The manifesto was also intended to serve more practical, immediate needs. Moréas, together with Gustave Kahn and others, felt a need to distinguish themselves from a group of writers associated with Anatole Baju and Le Décadent. For Moréas and Kahn's group, the self-identified decadent writers represented both an earlier stage of development on the path towards symbolism, and also a frivolous exploitation of the language and techniques of the movement.[3][4]

Definition became especially important with the publication of Les Deliquescence d'Adore Floupette, a work of intentional parody whose mimicry was technically perfect, but whose content was a mockery of what was important to Moréas, Kahn, and their group. Unfortunately, because of the skill with which it was executed, the reading public thought that Les Deliquescence was representative of this new literature. Clarification was essential.[5]

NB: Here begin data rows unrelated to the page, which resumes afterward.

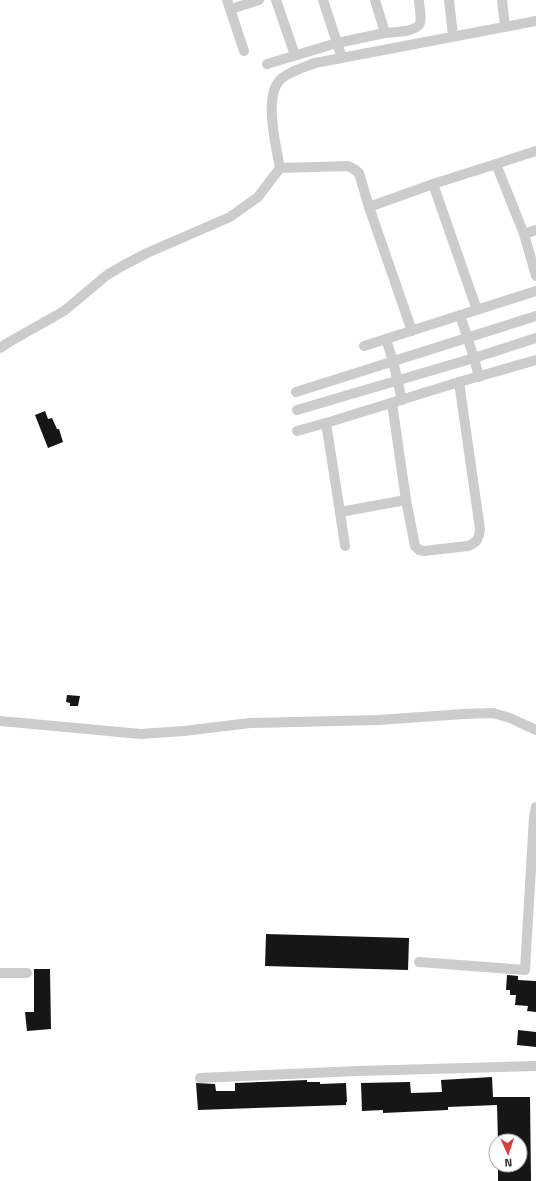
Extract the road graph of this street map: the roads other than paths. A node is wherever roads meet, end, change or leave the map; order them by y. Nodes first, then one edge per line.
1 (259, 0) edge
2 (276, 0) edge
3 (323, 0) edge
4 (375, 0) edge
5 (419, 0) edge
6 (449, 0) edge
7 (502, 0) edge
8 (229, 4) edge
9 (536, 21) edge
10 (505, 26) junction
11 (385, 33) junction
12 (453, 36) junction
13 (337, 43) junction
14 (244, 51) dead end
15 (294, 55) junction
16 (342, 58) junction
17 (267, 64) dead end
18 (536, 151) edge
19 (496, 164) junction
20 (280, 168) junction
21 (433, 184) junction
22 (369, 207) junction
23 (536, 230) edge
24 (524, 234) junction
25 (536, 276) edge
26 (536, 291) edge
27 (478, 310) junction
28 (460, 315) junction
29 (536, 316) edge
30 (412, 330) junction
31 (467, 338) junction
32 (536, 338) edge
33 (386, 339) junction
34 (364, 346) dead end
35 (0, 348) edge
36 (474, 358) junction
37 (536, 360) edge
38 (393, 361) junction
39 (479, 377) junction
40 (398, 381) junction
41 (459, 382) junction
42 (296, 392) dead end
43 (402, 400) junction
44 (392, 403) junction
45 (297, 410) dead end
46 (326, 423) junction
47 (296, 431) dead end
48 (406, 500) junction
49 (340, 512) junction
50 (345, 546) dead end
51 (0, 721) edge
52 (536, 730) edge
53 (535, 814) edge
54 (418, 962) dead end
55 (525, 970) junction
56 (536, 971) edge
57 (0, 973) edge
58 (28, 973) dead end
59 (536, 1066) edge
60 (200, 1078) dead end

1 - 8 street
2 - 15 street
3 - 13 street
4 - 11 street
5 - 11 street
6 - 12 street
7 - 10 street
8 - 14 street
9 - 10 street
10 - 12 street
11 - 13 street
12 - 16 street
13 - 15 street
13 - 16 street
15 - 17 street
16 - 20 street
18 - 19 street
19 - 21 street
19 - 24 street
20 - 22 street
20 - 35 street
21 - 22 street
21 - 27 street
22 - 30 street
23 - 24 street
24 - 25 street
26 - 27 street
27 - 28 street
28 - 30 street
28 - 31 street
29 - 31 street
30 - 33 street
31 - 36 street
31 - 38 street
32 - 36 street
33 - 34 street
33 - 38 street
36 - 39 street
36 - 40 street
37 - 39 street
38 - 40 street
38 - 42 street
39 - 41 street
40 - 43 street
40 - 45 street
41 - 43 street
41 - 48 street
43 - 44 street
44 - 46 street
44 - 48 street
46 - 47 street
46 - 49 street
48 - 49 street
49 - 50 street
51 - 52 street
53 - 55 street
54 - 55 street
55 - 56 street
57 - 58 street
59 - 60 street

The manifesto unfolds as an introduction establishing the purpose of the document and then three stages: an opening argument, a dramatic intermezzo, and a closing argument.

Opening Argument

The first stage of making the case for Symbolism is an aggressive and frank definition of the movement, its beliefs and priorities. As a reaction against the authority of rational naturalism, the manifesto describes symbolists as enemies "of education, declamation, wrong feelings, [and] objective description." As a reaction against the newly self-styled decadents, the manifesto goes on to stipulate the primacy of "the Idea." The purpose of creativity is to find an appropriate way to subjectively express the Idea through extravagant analogy, using natural and concrete things to obliquely reference "primordial Ideas." Against charges of obscurity resulting from this approach, the manifesto simply points to many allegorical or obscurely symbolic characters from widely accepted literature.[2]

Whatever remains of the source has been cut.